I feel that way from time to time too. Every other Monday I do a live video chat on Blab (watch the latest one here) with Alison King and Leah Gilbert, both of whom are really accomplished athletes. I was deeply honored to be asked to join this group, but sometimes when we start talking I find myself lost in my own thoughts of “what the hell am I doing here – these women are so much more athletic and knowledgable than I am.”
Unlike Leah and Alison, I’ve never done a marathon. Or an Ironman. Both of these women are so amazing and hearing them talk about their experiences really inspires me. Except when it makes me think that everyone else is just so much more accomplished than I am.
The truth of it is, we can always find someone that is doing more than us, doing it better than us, or makes it look so easy. Someone for whom things just always go the right way, and always has a deep pool of motivation to draw upon to keep them going.
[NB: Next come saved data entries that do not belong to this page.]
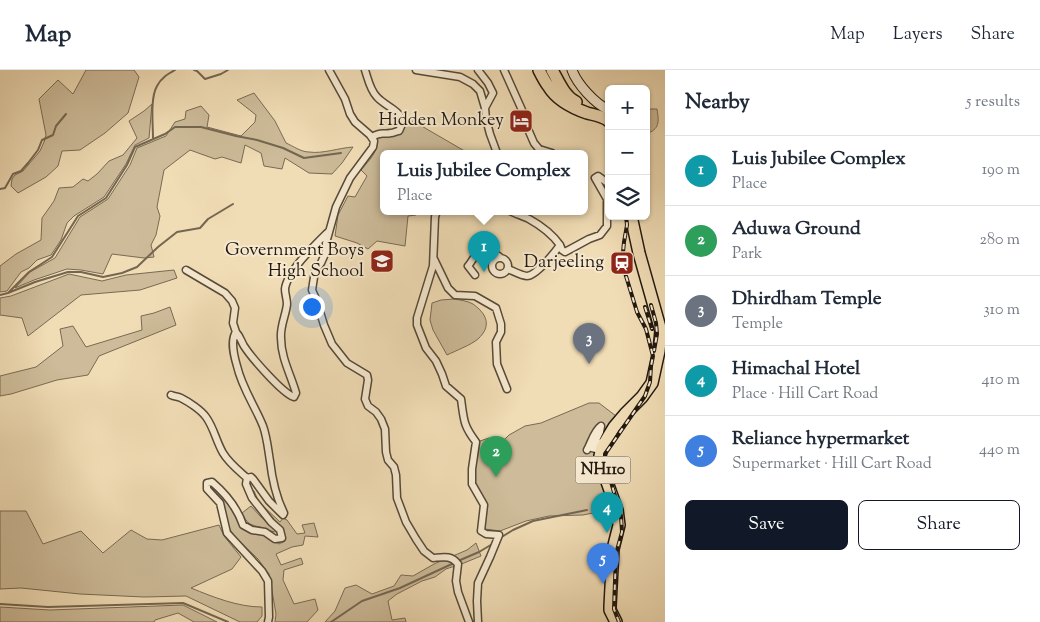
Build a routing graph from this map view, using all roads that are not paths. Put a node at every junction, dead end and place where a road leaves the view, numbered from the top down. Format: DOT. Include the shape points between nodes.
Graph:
graph roads {
  1 [pos="329,70"];
  2 [pos="365,70"];
  3 [pos="416,70"];
  4 [pos="478,70"];
  5 [pos="504,70"];
  6 [pos="539,70"];
  7 [pos="552,70"];
  8 [pos="572,70"];
  9 [pos="485,108"];
  10 [pos="605,112"];
  11 [pos="605,115"];
  12 [pos="605,116"];
  13 [pos="372,138"];
  14 [pos="496,150"];
  15 [pos="542,150"];
  16 [pos="605,181"];
  17 [pos="605,196"];
  18 [pos="436,215"];
  19 [pos="518,215"];
  20 [pos="607,220"];
  21 [pos="632,220"];
  22 [pos="329,231"];
  23 [pos="560,245"];
  24 [pos="434,258"];
  25 [pos="501,258"];
  26 [pos="508,269"];
  27 [pos="186,270"];
  28 [pos="475,276"];
  29 [pos="236,332"];
  30 [pos="507,389"];
  31 [pos="171,394"];
  32 [pos="625,414"];
  33 [pos="587,450"];
  34 [pos="247,478"];
  35 [pos="268,622"];
  36 [pos="469,622"];
  37 [pos="478,622"];
  38 [pos="616,622"];
  1 -- 13 [label="street" via="355,122"];
  2 -- 13 [label="street" via="375,95 402,116 403,122 399,130"];
  3 -- 9 [label="street" via="460,77 473,84 480,91"];
  4 -- 9 [label="street" via="493,93"];
  5 -- 15 [label="street" via="534,143"];
  6 -- 12 [label="highway" via="550,88 570,106"];
  7 -- 11 [label="highway" via="570,99"];
  8 -- 10 [label="street" via="576,80"];
  9 -- 14 [label="street"];
  13 -- 22 [label="street" via="373,147 350,178"];
  16 -- 17 [label="street" via="598,176 595,178"];
  18 -- 24 [label="street"];
  19 -- 23 [label="street" via="541,226"];
  20 -- 23 [label="street" via="607,226 600,235 565,252"];
  21 -- 32 [label="highway, NH110" via="661,331 652,383"];
  22 -- 29 [label="street" via="300,262 285,288 287,304 281,337 285,363 296,393 294,397 275,382 244,347"];
  22 -- 36 [label="street" via="325,254 315,271 312,290 324,325 332,344 347,363 367,375 365,400 385,429 386,452 394,467 397,498 406,522 424,551 434,558 445,556 456,562 458,592"];
  23 -- 26 [label="street" via="530,276"];
  24 -- 30 [label="street" via="448,288 455,295 475,296 496,308 501,324 496,342 497,364"];
  24 -- 37 [label="street" via="417,325 446,386 461,400 464,422 476,442 472,484 484,505 481,532 498,535 478,583"];
  25 -- 26 [label="street" via="508,264"];
  25 -- 26 [label="street" via="493,264 495,272 505,273"];
  25 -- 28 [label="street" via="490,252 475,256 468,266"];
  27 -- 29 [label="street" via="225,293 232,301"];
  29 -- 34 [label="street" via="233,344 238,372 264,427 271,472 283,515 253,479"];
  31 -- 34 [label="street" via="206,416 222,452 230,464"];
  32 -- 33 [label="street" via="612,425 596,449 592,448 600,432 599,427"];
  32 -- 38 [label="highway, NH110" via="602,447 600,456 620,525 613,549 610,606"];
  34 -- 35 [label="street" via="252,498 280,530 282,538 275,539 265,532 252,530 243,524 220,489 212,482 207,483 207,489 220,503 228,533 268,581"];
}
And it’s really easy to find ways that we don’t measure up.
But just because it’s easy to find the negative stuff, doesn’t make it true.
Where you focus your energy, things happen. (click HERE to tweet)
In other words, if you focus on the negative all the time, on what you lack, how far you are from your goal, on what isn’t going right…more shit will go wrong. Life will feel harder.
Focus on what’s going well, what you’ve accomplished, how far you’ve come, and what you love about your current life…and I promise more shit will go your way. Life will feel easier.
You could think over and over again about how you came in last in your first half marathon, and feel bad. And not likely to sign up for another one. Embarrassed to tell people, hide the race shirt in the back of your closet.
Or you could think over and over about how freaking cool it is that you trained for a race and finished it. Every step. Even when it was hard, and when you wanted to quit. And you can feel good about that, wear the race shirt with pride, and tell everyone you know. Maybe even sign up for another one and in a couple years you’re no longer last and you’ve inspired 20 other people to run because they want to feel as good as you do.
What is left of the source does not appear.